The Predator is one of the most iconic creations of the past thirty-odd years.

The creature created by Stan Winston for John McTiernan’s 1987 action blockbuster is instantly recognisable. It is striking and distinctive. Even people who have never sat down and watched a movie featuring the creature are familiar with the design. This is especially notable given that it could have been a disaster. The original design for the creature is something of an internet urban legend, part of the pop cultural folklore. Predator narrowly averted disaster when Stan Winston redesigned the monster from scratch, so it is all the more impressive that it became such a classic.

It is no surprise that the Predator was quickly franchised. After all, that is how the film industry works. Although modern prognosticators decry the modern era as one defined by sequels and remakes and reboots, but they have always been a feature of the landscape. So the Predator became the cornerstone of an impressive multimedia franchise; even outside of games and comic books, the creature anchored Predator 2, Alien vs. Predator, Aliens vs. Predator: Requiem, Predators and The Predator. That’s an impressive list, in terms of quantity and variety.

However, it is decidedly less impressive in terms of quality. Of those five sequels, Predators is the only one with a positive score on Rotten Tomatoes. Similarly, Predators is the only sequel with a vaguely positive rating on MetaCritic, scraping just over fifty percent. This is the kind of showing that audiences and critics expect from low-rent horror sequels like those starring Freddie Kreuger or Jason Voorhees. (Indeed, the latest sequel starring Michael Myers is critically outpacing The Predator.) It is not exactly an impressive track record for a reasonably big budget mainstream high-profile science-fiction franchise.

Indeed, the stock comparison for the Predator is the Alien franchise, and for good reason. The xenomorph from Alien is another iconic late twentieth-century alien design housed within an R-rated science-fiction action-horror franchise. Both properties are owned by Twentieth Century Fox, allowing them to intersect and crossover within a shared universe. Both have spawned a variety of sequels, and are loosely linked in the popular mind in the way that the Universal Studios films linked Dracula and Frankenstein’s monster with the Mummy or the Invisible Man.

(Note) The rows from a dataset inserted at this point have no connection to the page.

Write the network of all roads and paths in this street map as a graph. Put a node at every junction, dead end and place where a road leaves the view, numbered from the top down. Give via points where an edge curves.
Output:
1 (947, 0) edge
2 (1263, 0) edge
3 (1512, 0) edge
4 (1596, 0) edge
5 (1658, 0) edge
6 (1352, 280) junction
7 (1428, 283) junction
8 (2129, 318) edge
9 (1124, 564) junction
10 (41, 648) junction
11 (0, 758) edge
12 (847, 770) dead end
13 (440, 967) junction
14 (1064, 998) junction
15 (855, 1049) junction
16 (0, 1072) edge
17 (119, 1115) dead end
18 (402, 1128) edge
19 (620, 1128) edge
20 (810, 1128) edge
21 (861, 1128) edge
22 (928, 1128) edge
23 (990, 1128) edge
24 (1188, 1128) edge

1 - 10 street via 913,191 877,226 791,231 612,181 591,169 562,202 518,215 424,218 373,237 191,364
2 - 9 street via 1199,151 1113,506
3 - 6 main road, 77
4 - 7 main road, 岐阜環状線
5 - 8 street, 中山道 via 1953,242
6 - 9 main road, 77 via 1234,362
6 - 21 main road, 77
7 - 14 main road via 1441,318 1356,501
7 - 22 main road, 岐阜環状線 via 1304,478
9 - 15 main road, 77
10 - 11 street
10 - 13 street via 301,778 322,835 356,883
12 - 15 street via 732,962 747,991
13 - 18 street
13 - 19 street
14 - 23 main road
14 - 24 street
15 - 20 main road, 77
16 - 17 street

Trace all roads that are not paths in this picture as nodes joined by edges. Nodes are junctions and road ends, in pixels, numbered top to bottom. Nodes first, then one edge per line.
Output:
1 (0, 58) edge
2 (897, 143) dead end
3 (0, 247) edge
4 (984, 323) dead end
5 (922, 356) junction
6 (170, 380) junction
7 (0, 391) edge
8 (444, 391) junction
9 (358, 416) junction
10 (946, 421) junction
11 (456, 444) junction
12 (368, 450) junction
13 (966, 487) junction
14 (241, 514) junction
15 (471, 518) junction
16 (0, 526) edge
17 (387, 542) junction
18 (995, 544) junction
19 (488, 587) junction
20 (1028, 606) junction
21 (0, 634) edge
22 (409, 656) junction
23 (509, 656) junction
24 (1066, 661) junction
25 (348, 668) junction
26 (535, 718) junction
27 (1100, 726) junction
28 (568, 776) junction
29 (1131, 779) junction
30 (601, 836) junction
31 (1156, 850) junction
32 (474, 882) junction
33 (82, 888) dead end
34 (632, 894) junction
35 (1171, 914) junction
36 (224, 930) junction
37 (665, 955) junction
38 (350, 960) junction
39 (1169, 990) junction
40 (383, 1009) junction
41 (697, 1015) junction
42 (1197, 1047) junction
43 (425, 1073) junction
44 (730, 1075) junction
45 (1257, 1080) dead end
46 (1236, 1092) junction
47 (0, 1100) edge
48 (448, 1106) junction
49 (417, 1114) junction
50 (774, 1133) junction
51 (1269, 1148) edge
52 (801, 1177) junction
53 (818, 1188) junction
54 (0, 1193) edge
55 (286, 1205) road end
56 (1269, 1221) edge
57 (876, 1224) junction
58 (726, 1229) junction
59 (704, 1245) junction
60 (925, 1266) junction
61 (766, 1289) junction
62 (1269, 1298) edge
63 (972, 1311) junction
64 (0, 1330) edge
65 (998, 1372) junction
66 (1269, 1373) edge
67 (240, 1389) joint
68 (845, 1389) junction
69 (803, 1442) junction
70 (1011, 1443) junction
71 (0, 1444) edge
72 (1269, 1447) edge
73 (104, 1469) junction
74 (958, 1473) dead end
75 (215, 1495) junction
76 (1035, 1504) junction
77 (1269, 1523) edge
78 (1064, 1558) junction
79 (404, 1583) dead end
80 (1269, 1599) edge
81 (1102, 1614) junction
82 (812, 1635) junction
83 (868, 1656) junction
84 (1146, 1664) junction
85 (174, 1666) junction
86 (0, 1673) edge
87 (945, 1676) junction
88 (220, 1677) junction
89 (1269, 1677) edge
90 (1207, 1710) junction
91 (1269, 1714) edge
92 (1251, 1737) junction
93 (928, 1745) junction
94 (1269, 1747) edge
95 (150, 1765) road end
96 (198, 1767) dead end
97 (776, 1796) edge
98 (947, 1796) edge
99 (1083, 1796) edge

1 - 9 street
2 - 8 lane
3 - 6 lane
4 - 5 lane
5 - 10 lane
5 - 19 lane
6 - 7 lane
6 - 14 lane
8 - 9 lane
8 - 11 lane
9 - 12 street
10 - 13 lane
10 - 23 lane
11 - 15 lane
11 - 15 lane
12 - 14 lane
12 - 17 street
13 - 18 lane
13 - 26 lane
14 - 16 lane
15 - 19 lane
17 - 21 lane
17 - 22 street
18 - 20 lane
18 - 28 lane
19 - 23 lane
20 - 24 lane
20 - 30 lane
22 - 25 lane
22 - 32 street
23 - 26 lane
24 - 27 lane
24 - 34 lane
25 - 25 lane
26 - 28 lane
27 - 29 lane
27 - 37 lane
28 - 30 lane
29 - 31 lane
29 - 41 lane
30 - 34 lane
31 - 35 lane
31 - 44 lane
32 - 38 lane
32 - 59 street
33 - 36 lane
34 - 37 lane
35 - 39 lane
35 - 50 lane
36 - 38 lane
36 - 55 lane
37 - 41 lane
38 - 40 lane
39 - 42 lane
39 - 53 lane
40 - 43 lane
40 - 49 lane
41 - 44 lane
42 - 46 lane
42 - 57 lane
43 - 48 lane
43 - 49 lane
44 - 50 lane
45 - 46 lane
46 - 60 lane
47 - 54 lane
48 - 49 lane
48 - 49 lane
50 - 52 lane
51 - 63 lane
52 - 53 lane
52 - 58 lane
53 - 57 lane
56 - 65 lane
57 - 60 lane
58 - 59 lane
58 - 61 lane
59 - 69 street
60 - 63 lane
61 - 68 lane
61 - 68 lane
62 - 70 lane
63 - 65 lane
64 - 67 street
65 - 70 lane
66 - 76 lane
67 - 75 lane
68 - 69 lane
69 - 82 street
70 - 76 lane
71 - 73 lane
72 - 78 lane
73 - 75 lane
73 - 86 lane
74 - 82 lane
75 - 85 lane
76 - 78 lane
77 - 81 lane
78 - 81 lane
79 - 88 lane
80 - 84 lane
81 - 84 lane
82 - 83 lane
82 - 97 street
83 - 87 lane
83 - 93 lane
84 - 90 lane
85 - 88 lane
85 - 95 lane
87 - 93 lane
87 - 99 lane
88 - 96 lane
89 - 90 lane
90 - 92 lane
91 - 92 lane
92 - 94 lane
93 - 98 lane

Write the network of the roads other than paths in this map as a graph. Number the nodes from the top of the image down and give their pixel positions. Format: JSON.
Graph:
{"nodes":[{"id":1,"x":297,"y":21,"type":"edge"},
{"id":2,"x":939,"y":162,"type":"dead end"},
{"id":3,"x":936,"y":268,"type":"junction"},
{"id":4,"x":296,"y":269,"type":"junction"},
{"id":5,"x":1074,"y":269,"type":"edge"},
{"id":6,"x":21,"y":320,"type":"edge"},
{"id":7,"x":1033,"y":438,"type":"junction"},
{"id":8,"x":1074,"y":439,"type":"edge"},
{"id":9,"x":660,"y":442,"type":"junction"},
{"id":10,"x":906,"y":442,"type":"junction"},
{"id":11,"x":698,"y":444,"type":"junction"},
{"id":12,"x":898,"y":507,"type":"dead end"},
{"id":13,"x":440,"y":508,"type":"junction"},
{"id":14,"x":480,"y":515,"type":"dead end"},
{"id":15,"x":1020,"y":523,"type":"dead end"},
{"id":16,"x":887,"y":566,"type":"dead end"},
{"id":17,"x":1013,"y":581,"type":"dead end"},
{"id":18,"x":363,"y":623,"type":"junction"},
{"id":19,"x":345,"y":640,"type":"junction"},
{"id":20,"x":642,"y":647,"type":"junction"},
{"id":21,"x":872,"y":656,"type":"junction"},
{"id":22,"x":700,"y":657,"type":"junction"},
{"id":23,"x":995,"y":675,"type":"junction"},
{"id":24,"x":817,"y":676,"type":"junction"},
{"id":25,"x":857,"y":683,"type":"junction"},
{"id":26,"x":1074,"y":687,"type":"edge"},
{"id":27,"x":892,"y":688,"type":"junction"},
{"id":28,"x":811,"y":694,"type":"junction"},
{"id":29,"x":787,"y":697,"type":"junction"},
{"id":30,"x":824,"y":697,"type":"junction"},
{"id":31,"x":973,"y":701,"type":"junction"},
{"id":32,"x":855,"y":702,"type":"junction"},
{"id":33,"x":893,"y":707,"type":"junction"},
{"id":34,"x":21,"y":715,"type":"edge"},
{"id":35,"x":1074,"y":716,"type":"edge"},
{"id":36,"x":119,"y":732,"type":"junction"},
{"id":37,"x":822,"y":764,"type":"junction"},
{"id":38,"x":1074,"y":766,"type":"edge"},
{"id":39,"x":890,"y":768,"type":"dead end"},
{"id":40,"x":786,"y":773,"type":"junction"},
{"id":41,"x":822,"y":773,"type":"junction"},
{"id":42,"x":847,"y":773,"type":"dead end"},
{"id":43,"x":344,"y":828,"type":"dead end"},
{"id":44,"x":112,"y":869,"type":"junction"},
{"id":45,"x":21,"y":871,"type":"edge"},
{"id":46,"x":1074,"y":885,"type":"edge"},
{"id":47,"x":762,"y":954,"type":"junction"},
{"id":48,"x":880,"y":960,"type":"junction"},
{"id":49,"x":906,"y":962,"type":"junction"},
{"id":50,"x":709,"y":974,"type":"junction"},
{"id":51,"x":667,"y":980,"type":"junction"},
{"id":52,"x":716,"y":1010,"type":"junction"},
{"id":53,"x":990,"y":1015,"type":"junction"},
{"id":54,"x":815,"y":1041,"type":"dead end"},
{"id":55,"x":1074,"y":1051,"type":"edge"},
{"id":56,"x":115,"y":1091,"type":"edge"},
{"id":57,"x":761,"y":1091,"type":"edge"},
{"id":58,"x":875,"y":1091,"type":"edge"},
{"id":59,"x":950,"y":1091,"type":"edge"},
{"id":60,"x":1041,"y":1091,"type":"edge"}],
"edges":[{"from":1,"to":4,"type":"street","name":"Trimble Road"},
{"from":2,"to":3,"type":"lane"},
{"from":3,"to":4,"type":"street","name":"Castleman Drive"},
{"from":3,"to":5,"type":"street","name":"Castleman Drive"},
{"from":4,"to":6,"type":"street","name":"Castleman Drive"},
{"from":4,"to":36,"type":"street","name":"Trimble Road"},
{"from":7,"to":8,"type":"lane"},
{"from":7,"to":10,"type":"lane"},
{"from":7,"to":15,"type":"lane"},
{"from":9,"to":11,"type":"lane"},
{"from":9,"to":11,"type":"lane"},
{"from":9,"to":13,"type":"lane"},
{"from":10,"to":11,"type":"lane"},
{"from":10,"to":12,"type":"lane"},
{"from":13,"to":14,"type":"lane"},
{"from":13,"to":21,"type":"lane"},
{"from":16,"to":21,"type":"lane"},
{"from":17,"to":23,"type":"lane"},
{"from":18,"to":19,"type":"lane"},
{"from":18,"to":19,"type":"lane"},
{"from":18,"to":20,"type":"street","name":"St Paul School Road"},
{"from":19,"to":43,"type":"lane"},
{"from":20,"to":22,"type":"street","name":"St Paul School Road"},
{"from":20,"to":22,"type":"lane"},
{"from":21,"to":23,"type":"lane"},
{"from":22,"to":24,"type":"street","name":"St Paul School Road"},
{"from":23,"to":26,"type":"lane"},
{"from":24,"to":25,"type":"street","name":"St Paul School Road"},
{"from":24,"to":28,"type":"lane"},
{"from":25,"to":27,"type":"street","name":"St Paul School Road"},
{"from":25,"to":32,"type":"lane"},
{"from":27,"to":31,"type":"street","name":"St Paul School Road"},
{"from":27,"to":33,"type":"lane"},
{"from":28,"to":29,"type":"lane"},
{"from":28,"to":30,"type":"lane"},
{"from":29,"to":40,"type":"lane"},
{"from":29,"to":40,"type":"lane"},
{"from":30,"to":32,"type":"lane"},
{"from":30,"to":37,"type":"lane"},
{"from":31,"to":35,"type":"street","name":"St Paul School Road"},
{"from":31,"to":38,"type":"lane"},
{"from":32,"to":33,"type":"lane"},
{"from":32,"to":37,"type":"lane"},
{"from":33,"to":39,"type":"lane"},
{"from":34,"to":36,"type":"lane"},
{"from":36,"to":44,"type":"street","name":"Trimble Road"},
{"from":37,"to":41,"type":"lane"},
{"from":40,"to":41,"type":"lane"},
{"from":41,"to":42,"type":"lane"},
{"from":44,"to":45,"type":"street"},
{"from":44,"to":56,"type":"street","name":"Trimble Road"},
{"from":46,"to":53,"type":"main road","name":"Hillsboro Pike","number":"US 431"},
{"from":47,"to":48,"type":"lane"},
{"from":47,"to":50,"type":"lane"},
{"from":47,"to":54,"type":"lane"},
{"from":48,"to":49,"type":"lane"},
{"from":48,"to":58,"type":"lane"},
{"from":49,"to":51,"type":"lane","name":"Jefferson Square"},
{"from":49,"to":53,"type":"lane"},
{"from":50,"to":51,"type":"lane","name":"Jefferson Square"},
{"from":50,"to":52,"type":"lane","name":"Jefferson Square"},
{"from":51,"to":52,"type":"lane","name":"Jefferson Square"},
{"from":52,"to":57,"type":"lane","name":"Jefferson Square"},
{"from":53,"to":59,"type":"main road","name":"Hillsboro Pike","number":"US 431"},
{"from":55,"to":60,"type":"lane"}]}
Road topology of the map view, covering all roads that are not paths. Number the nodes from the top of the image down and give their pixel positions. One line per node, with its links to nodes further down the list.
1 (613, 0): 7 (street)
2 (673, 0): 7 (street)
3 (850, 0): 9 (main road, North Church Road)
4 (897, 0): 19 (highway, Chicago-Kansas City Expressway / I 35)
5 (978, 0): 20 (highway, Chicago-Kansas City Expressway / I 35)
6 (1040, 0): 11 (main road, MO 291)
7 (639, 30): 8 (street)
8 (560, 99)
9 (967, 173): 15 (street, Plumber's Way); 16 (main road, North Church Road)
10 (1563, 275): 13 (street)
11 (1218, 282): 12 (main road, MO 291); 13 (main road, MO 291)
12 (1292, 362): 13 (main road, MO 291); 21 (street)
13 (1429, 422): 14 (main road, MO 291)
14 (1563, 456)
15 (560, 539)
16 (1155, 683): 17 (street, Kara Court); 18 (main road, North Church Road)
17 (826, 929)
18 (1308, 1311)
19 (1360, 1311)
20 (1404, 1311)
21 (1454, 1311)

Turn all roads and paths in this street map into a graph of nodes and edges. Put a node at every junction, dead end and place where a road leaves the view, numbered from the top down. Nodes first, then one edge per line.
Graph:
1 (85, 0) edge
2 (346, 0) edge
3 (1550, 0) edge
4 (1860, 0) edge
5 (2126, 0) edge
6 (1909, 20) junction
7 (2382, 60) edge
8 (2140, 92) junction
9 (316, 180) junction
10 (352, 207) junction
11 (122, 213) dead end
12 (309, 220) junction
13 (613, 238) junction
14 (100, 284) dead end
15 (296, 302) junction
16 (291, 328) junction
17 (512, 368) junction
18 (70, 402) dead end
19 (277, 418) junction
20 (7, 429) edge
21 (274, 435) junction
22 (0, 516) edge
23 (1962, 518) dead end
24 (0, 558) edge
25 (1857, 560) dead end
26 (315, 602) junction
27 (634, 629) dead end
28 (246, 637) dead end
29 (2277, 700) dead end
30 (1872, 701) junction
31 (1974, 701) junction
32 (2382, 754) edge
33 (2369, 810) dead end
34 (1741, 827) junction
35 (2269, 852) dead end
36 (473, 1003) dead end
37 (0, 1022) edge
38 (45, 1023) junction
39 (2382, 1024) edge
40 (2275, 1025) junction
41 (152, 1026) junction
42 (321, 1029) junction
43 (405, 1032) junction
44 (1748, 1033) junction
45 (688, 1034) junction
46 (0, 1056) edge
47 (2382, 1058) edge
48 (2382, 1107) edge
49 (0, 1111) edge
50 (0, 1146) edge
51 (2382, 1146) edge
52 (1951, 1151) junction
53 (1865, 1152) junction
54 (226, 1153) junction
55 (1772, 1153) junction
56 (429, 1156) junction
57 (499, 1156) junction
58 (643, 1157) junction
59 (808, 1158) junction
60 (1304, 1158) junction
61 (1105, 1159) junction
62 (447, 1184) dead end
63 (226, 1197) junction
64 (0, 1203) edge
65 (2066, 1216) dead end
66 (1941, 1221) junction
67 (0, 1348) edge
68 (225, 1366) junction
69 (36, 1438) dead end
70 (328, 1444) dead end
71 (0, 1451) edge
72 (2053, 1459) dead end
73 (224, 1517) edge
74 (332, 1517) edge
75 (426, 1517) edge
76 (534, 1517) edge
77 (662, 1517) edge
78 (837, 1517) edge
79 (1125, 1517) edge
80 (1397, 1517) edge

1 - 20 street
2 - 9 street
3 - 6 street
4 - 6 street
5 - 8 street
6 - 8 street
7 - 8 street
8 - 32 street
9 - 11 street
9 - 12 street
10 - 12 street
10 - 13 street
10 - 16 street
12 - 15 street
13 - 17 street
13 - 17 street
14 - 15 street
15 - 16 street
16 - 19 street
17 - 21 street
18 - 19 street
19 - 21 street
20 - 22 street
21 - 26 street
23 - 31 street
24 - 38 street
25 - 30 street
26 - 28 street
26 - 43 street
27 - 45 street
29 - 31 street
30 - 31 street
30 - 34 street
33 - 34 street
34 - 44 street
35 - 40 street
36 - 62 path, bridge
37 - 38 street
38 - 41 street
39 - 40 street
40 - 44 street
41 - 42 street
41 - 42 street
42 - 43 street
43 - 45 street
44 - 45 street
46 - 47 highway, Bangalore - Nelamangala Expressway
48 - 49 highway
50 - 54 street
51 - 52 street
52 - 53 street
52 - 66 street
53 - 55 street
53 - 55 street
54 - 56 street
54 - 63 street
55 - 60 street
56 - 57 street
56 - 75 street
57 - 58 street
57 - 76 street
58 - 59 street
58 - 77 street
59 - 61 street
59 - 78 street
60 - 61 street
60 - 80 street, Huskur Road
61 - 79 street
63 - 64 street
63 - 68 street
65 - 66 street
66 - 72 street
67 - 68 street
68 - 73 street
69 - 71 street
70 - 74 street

However, this stock comparison does not flatter the Predator. After all, the xenomorph has been at the centre of a franchise that is consistently interesting and at best innovative. There are sequels to Alien that are rightly regarded as classics such as Aliens, while other have launched great careers such as Alien³, and some still cause fierce debates. For all the criticism of films like Prometheus and Alien: Covenant, they at least engender passion in their audiences, in a way that the sequels to Predator do not. Why is it so hard to make a good Predator sequel?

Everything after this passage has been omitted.